Your objective: Should the word "html" occur in a line of the records, copy that line.

Dataset entries:

▼

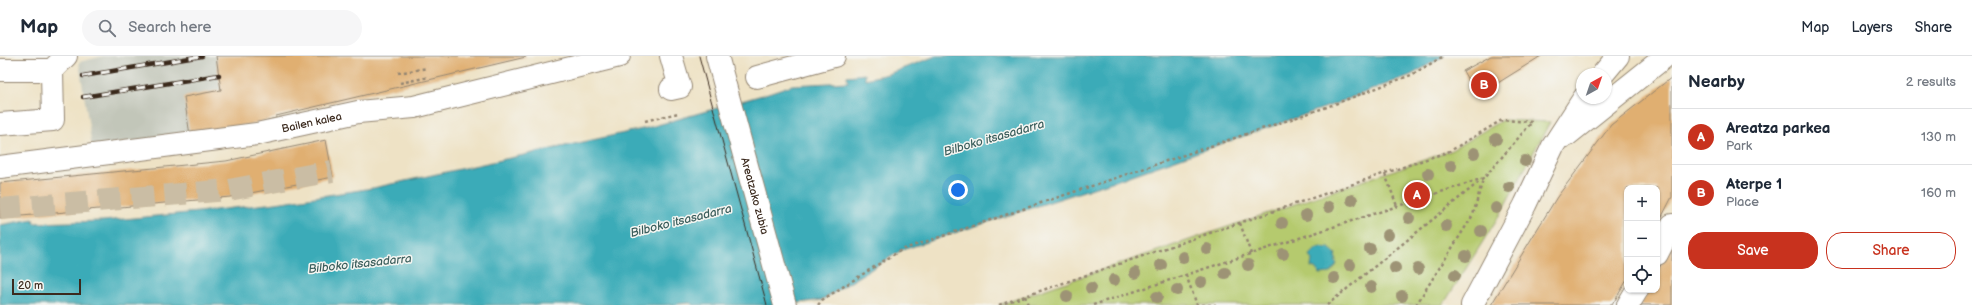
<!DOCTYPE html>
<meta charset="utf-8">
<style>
:root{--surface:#fff;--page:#f6f6f7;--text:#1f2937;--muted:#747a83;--line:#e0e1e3;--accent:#c8321e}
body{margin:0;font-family:"Balsamiq Sans",sans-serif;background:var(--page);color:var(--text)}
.controls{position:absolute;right:12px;bottom:12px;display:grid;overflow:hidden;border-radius:8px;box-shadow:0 1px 3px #0004}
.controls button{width:36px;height:36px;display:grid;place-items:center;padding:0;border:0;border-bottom:1px solid var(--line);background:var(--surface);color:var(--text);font:20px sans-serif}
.compass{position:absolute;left:1576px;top:12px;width:36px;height:36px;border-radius:50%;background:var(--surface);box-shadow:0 1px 3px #0004;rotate:40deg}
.scale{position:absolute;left:12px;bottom:10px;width:69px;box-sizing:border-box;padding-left:4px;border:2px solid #3b2a1e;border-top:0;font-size:11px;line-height:14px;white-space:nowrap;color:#3b2a1e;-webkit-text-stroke:3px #f6f6f2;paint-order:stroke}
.you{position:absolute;left:958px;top:134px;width:14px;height:14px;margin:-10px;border:3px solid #fff;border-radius:50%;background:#1a73e8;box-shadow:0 0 0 6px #1a73e833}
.badge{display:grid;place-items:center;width:26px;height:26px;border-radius:50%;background:var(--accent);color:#fff;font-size:13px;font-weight:700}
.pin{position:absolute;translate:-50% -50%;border:2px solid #fff;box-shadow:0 1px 4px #0006}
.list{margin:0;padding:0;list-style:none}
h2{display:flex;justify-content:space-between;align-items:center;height:52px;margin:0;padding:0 16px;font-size:17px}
h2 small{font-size:13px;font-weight:400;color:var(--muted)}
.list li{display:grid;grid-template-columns:26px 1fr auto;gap:12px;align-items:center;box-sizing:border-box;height:56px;padding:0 16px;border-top:1px solid var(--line)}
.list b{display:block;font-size:15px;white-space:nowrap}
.list p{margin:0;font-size:13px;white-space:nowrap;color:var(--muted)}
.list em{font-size:13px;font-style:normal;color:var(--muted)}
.actions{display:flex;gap:8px;padding:12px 16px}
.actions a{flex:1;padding:9px 0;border:1px solid var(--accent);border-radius:16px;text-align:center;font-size:14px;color:var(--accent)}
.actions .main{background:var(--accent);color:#fff}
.icon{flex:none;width:22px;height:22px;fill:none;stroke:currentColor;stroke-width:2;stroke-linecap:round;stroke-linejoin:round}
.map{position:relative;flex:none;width:1672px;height:249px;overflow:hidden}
header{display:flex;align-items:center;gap:24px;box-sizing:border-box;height:56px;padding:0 20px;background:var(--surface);border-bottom:1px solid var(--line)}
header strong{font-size:19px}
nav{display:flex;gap:22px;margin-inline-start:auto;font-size:14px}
.search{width:280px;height:36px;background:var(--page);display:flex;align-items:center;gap:10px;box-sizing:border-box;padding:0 14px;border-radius:22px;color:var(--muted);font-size:15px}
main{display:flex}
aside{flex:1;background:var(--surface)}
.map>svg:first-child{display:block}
.industrial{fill:#c2c6b9}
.green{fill:#b5ca6e;stroke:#787a46}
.water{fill:#3babb8;stroke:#3b6a6b}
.building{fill:#e0af71}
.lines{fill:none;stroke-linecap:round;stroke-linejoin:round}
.minor-tunnel{stroke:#cabda4;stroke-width:22;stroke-dasharray:22 11;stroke-linecap:butt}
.minor-casing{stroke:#948672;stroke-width:24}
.path{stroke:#948672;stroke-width:2.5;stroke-dasharray:3 3;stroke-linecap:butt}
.minor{stroke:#fff;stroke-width:22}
.tram{stroke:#3b2a1e;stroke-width:1}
.rail-casing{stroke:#3b2a1e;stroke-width:4.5}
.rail{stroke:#f6f6f2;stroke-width:3;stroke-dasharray:9;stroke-linecap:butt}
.tree{fill:#9d9374}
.labels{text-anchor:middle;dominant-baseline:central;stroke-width:3;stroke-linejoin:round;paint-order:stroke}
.street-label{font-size:11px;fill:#3b2a1e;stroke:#f6f6f2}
.water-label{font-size:12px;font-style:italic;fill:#3b5e5c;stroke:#f6f6f2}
</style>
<header>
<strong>Map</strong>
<div class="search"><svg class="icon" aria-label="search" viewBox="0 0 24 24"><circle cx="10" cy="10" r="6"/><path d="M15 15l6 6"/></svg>Search here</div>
<nav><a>Map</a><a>Layers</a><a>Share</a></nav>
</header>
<main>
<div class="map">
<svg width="1672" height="249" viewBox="0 0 1672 249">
<rect width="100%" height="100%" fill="#f6f6f2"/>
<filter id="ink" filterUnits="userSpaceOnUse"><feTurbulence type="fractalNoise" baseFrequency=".025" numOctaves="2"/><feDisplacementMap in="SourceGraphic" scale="8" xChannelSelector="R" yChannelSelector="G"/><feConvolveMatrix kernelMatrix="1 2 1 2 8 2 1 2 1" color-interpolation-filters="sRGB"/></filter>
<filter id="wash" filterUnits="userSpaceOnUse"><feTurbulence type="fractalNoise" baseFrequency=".012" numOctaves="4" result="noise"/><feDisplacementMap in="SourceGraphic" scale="16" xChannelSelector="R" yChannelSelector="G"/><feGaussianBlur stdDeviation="0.9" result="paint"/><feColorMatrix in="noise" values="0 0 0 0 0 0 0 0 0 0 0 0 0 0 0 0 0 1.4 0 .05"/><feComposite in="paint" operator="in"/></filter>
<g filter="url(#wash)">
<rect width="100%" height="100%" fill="#eee2c5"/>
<path class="industrial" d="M104,0H216L221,34L184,41L190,79L92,91L79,6Z"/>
<path class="green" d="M1502,64L1550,66L1499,160L1443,249H999L1450,95Z"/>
<path class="water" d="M936,0H1444L1411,19L1324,52L1124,122L902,194L822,244L783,249H693L690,247L666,249H0V169L33,163L34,167L103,165L198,156L276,147L373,132L647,72L759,40L792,29L848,26L847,20L865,18V23L888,18Z
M1323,191L1325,193L1328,191L1336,198L1335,201L1337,204L1335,205L1337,208L1331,217L1320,218L1315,212L1311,211L1312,204L1310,199L1317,192Z"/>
<g id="blocks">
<path class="building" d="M216,0H526V1L276,60V62L253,68L190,79L184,41L221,34Z
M1491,0H1541L1477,40L1463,15Z
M1672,21V141L1657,170V132H1627V224L1612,249H1491L1557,141L1611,69Z
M326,84L333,121L230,141L0,162V127L226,105Z
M1672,185V249H1640L1649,234H1657V217Z"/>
</g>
</g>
<g filter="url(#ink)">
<use href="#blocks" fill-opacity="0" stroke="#948672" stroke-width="1"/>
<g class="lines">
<path class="minor-tunnel" d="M0,153L229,134L332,115"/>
<defs>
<g id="minor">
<path id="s1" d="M717,0L785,249"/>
<path d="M0,14H52"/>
<path d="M1603,18L1618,0"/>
<path d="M757,21L834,0"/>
<path d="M671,33L680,31L671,0"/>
<path d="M0,68L53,64L52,14L66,0"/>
<path d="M1566,80L1666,0"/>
<path id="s2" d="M0,111L257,78L358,56L414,51L619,0"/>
<path d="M1657,198L1672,169"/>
<path d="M1472,249L1525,149L1553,90L1584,42"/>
<path d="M1628,249L1637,234"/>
</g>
</defs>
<use href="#minor" class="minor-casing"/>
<path class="path" d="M398,17L427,12
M400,27L429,21
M645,65L678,57
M1385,118L1397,150
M1240,167L1251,198
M1186,219L1197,249
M1025,240L1028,249
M818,249L822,244L901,194L1324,52L1411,19L1444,0
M999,249L1450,95L1502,64L1532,66
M1093,249L1484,122
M1202,249H1216
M1327,249L1484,122L1532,66
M1416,249L1473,159L1483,123"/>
<use href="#minor" class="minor"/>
<path class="tram" d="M699,0L767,249"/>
<defs>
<path id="rail" d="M83,20L202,0
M83,41L219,19"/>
</defs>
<use href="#rail" class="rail-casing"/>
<use href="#rail" class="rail"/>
</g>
<g class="tree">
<circle cx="1496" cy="83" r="6"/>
<circle cx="1474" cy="97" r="6"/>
<circle cx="1525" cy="105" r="6"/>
<circle cx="1451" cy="110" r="6"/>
<circle cx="1428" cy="118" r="6"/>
<circle cx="1509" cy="131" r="6"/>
<circle cx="1352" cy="144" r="6"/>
<circle cx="1329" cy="151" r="6"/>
<circle cx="1496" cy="152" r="6"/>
<circle cx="1306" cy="159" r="6"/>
<circle cx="1409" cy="162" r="6"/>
<circle cx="1282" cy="167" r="6"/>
<circle cx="1446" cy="170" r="6"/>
<circle cx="1481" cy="175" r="6"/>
<circle cx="1388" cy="179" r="6"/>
<circle cx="1207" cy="193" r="6"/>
<circle cx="1370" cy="193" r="6"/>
<circle cx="1283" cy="198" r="6"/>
<circle cx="1466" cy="200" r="6"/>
<circle cx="1183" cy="201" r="6"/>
<circle cx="1161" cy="209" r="6"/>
<circle cx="1248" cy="209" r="6"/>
<circle cx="1350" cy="209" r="6"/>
<circle cx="1395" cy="212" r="6"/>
<circle cx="1418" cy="213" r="6"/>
<circle cx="1135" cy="217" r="6"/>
<circle cx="1225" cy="217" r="6"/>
<circle cx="1455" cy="219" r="6"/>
<circle cx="1334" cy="222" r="6"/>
<circle cx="1114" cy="224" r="6"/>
<circle cx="1201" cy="226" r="6"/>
<circle cx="1371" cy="231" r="6"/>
<circle cx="1091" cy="232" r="6"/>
<circle cx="1177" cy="234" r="6"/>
<circle cx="1067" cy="240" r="6"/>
<circle cx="1402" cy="240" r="6"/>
<circle cx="1157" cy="241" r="6"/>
</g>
</g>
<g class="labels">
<g class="street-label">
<text stroke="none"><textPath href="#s2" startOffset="315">Bailen kalea</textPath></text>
<text stroke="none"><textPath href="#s1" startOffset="145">Areatzako zubia</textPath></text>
</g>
<g class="water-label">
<text transform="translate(994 82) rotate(-16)">Bilboko itsasadarra</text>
<text transform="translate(681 165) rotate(-14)">Bilboko itsasadarra</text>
<text transform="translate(360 208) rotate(-6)">Bilboko itsasadarra</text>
</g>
</g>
</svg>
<div class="controls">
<button>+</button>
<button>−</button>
<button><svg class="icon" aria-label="locate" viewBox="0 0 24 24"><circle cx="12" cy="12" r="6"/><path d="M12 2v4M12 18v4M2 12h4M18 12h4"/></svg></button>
</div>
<svg class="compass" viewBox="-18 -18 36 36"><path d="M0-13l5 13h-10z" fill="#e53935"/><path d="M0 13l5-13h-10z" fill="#747a83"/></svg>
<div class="scale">20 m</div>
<div class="you"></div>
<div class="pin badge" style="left:1417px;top:139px">A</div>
<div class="pin badge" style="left:1484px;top:29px">B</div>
</div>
<aside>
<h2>Nearby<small>2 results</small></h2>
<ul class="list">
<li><span class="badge">A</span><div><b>Areatza parkea</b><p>Park</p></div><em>130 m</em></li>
<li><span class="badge">B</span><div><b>Aterpe 1</b><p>Place</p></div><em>160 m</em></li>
</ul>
<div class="actions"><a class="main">Save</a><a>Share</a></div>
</aside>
</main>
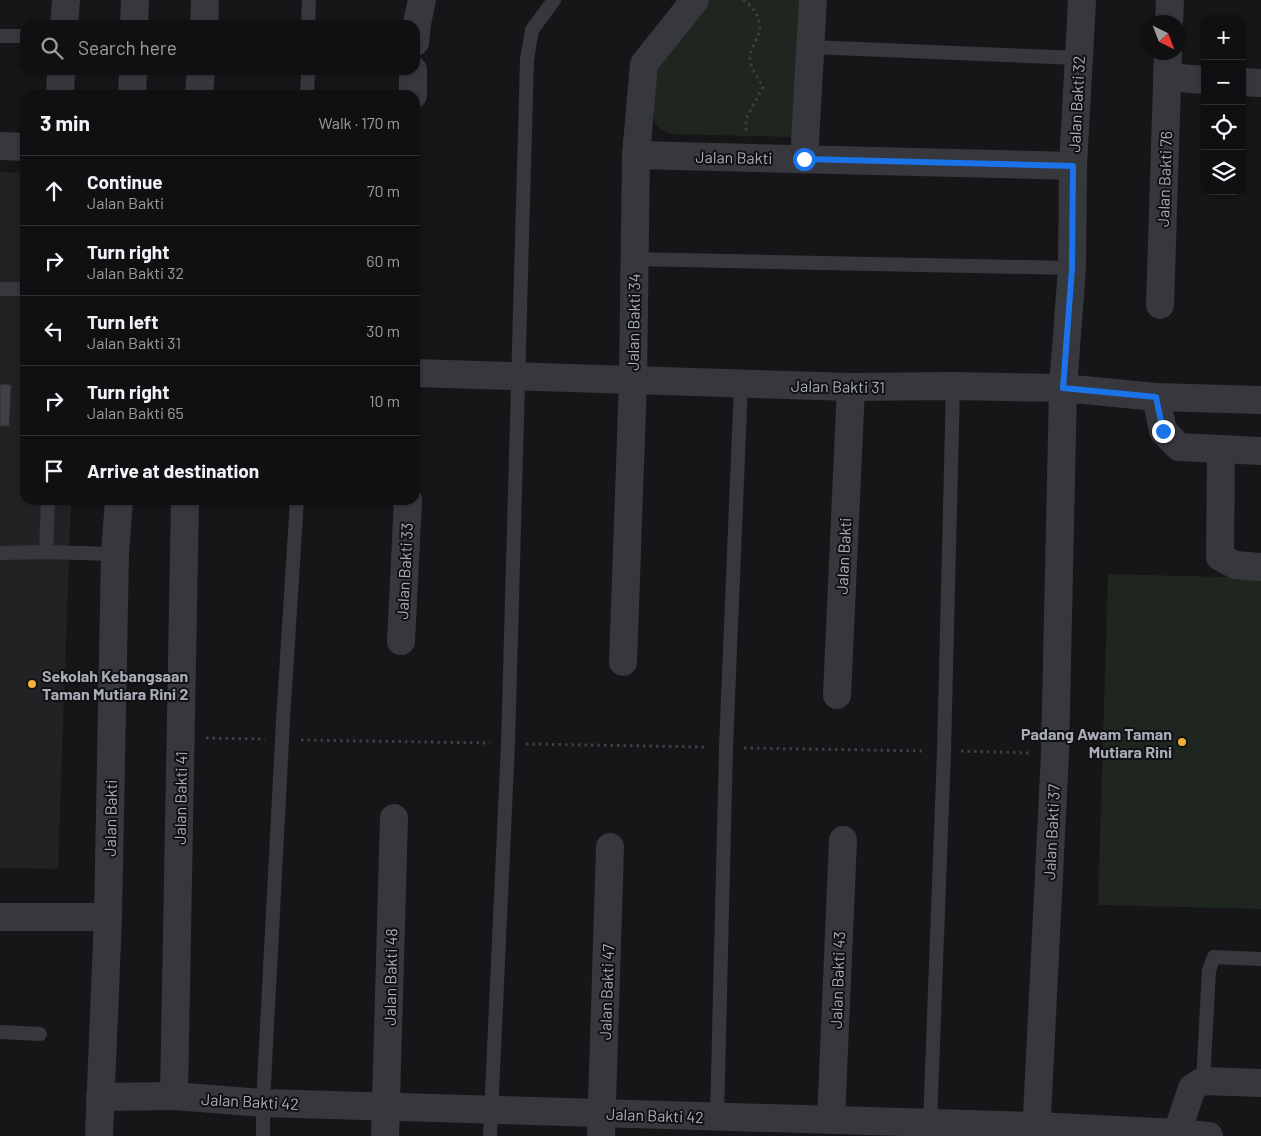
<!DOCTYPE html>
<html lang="en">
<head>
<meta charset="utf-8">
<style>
  body { margin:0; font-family:Barlow,sans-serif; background:#1e1e20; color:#f1f3f6 }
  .controls { position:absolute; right:15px; top:15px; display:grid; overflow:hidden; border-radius:10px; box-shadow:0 1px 4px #0004 }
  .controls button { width:45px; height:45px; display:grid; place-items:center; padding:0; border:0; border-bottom:1px solid #303032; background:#101012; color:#f1f3f6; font:25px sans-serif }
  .compass { position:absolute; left:1141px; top:15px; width:45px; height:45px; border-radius:50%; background:#101012; box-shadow:0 1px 4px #0004; rotate:138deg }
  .stop { position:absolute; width:15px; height:15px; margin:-11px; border:4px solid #1a73e8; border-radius:50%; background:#fff }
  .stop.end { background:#1a73e8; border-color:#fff; box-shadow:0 1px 5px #0008 }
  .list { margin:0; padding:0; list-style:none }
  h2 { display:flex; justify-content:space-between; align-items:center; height:65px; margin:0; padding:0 20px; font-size:21px }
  h2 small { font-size:16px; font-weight:400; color:#9c9d9f }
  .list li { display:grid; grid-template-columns:32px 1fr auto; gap:15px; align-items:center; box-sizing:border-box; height:70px; padding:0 20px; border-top:1px solid #303032 }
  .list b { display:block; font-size:19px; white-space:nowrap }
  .list p { margin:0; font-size:16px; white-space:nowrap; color:#9c9d9f }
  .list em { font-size:16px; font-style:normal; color:#9c9d9f }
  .icon { flex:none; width:28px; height:28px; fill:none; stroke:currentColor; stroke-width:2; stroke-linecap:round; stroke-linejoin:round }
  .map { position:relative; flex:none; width:1261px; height:1136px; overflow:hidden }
  .search { position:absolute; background:#101012; box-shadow:0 1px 4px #0004; left:20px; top:20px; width:400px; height:55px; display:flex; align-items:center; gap:12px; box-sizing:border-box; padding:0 18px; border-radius:15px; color:#9c9d9f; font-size:19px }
  .panel { position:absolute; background:#101012; box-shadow:0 1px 4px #0004; left:20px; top:90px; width:400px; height:415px; border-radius:15px }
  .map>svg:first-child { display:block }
  .built { fill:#222225 }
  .green { fill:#1e261f }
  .building { fill:#404145; stroke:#303034 }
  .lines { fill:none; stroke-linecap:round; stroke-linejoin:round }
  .path { stroke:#3d3f44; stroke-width:3; stroke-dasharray:2.5 4; stroke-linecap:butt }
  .service { stroke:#37383d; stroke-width:14 }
  .minor { stroke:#37383d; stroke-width:28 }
  .tertiary { stroke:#37383d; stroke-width:28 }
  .route { stroke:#1a73e8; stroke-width:6 }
  .poi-dot { fill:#f2b134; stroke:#111113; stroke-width:2 }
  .labels { text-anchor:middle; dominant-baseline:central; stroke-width:4; stroke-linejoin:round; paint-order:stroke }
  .street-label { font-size:16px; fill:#a8adb8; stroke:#111113 }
  .poi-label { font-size:16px; font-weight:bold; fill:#a8adb8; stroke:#111113; text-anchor:start }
</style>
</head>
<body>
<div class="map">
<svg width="1261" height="1136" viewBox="0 0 1261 1136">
  <rect width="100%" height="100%" fill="#161618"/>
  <polygon class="built" points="0,172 25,173 25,500 71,500 58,869 0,868"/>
  <g class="green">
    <path d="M707 0H806L797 137 671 134C663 131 659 129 654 122L652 71Z"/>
    <polygon points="1108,574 1261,578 1261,909 1098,905"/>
  </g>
  <polygon class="building" points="0,384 11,385 9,426 0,426"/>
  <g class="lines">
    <g class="path">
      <path d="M743 0C754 7 762 19 759 32 756 42 751 48 750 58 750 67 759 79 763 87L746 119V132"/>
      <polyline points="206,738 265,739"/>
      <polyline points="301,740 490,743"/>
      <polyline points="526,744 707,747"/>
      <polyline points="744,748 925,751"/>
      <polyline points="961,751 1030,753"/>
    </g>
    <g class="service">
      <polyline points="308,25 309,0"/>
      <polyline points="0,36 25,36"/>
      <polyline points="810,47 1079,58"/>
      <polyline points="307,95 308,70"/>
      <polyline points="634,259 1072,268"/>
      <polyline points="0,289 25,289"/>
      <polyline points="46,552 48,500"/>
      <polyline points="0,553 46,552 115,554"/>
      <polyline points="0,1032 40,1034"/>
      <polyline points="1203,1081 1209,970 1214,957 1261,959"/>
      <polyline points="717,1117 726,747 741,384"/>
      <polyline points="930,1123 944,751 953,386"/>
      <polyline points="263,1136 263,1103 283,721 297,500"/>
      <polyline points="490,1136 508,744 527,59 532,30 554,0"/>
    </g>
    <g class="minor">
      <polyline points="1169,22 1170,0"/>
      <polyline points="64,25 66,0"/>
      <polyline points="204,25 205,0"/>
      <polyline points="415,42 417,23 422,0"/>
      <polyline points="413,70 413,95"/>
      <polyline points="1167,77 1205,80"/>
      <polyline points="1242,82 1261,83"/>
      <polyline points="60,95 61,70"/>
      <polyline points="199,95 201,70"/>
      <polyline points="0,146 25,147"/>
      <polyline points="636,155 1073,166"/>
      <polyline points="804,159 813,0"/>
      <polyline points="1160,305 1168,52"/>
      <polyline points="415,373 851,387 953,386 1063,388 1156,397 1261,400"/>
      <polyline points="1156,397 1163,431 1179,447 1261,451"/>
      <polyline points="1221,449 1220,557 1235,565 1261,567"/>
      <polyline points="401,641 408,500"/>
      <polyline points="623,662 633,380 636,155 644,64 695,0"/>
      <polyline points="837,695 851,387"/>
      <polyline points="0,917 108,917"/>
      <polyline points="174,1096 185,500"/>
      <polyline points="100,1097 174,1096 263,1103 1036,1126 1177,1133 1209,1136"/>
      <polyline points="831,1120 843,840"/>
      <polyline points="1177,1133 1192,1088 1203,1081 1261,1083"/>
      <polyline points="385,1136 394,818"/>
      <polyline points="601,1136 610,847"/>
      <polyline points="1036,1136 1055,753 1063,388 1072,268 1073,166 1082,0"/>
    </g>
    <g class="tertiary">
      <polyline points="134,25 135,0"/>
      <polyline points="132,95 133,70"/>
      <polyline points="99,1136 108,917 115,554 119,500"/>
    </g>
  </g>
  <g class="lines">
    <polyline class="route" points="804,159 1073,166 1072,268 1063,388 1156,397 1163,431"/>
  </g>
  <g class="poi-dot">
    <circle cx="32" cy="684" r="5"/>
    <circle cx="1182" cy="742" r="5"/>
  </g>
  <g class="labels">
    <g class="street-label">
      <text transform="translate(1076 104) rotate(-87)">Jalan Bakti 32</text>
      <text transform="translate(734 157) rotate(1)">Jalan Bakti</text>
      <text transform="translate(1164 179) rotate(-88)">Jalan Bakti 76</text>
      <text transform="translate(633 322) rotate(-89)">Jalan Bakti 34</text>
      <text transform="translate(838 386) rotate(1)">Jalan Bakti 31</text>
      <text transform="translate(843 556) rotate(-87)">Jalan Bakti</text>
      <text transform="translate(404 571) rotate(-87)">Jalan Bakti 33</text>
      <text transform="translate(180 798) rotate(-89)">Jalan Bakti 41</text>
      <text transform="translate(110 818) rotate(-89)">Jalan Bakti</text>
      <text transform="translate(1051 832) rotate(-87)">Jalan Bakti 37</text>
      <text transform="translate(390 977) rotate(-89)">Jalan Bakti 48</text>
      <text transform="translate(837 980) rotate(-88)">Jalan Bakti 43</text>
      <text transform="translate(606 992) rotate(-88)">Jalan Bakti 47</text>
      <text transform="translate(250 1101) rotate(3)">Jalan Bakti 42</text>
      <text transform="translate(655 1115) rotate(2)">Jalan Bakti 42</text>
    </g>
    <g class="poi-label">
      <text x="42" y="675">Sekolah Kebangsaan<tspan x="42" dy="18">Taman Mutiara Rini 2</tspan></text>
      <text x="1172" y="733" text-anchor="end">Padang Awam Taman<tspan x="1172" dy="18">Mutiara Rini</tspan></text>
    </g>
  </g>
</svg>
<div class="controls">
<button>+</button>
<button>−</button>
<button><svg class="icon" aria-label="locate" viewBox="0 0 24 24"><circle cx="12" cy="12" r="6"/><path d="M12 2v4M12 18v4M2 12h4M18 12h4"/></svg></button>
<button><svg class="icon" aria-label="layers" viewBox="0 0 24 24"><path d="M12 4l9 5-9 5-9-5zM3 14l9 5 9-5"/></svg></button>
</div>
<svg class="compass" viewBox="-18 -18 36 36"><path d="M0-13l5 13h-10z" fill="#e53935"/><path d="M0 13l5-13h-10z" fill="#9c9d9f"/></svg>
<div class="stop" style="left:804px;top:159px"></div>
<div class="stop end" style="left:1163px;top:431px"></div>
<div class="search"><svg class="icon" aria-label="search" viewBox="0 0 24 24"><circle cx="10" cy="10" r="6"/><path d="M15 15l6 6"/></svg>Search here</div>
<section class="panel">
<h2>3 min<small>Walk · 170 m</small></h2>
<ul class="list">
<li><svg class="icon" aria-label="ahead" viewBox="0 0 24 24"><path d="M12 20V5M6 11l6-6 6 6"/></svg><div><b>Continue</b><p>Jalan Bakti</p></div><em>70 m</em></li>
<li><svg class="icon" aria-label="right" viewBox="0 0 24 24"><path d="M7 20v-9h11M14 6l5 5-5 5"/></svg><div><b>Turn right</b><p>Jalan Bakti 32</p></div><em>60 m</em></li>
<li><svg class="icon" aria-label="left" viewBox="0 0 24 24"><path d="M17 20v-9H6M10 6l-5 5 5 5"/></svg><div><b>Turn left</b><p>Jalan Bakti 31</p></div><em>30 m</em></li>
<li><svg class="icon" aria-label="right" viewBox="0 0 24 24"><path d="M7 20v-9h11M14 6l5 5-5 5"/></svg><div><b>Turn right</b><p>Jalan Bakti 65</p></div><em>10 m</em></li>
<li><svg class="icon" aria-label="arrive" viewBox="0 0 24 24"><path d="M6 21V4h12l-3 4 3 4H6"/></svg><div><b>Arrive at destination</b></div></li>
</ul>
</section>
</div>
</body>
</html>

▲

Answer to this task:
<!DOCTYPE html>
<!DOCTYPE html>
<html lang="en">
</html>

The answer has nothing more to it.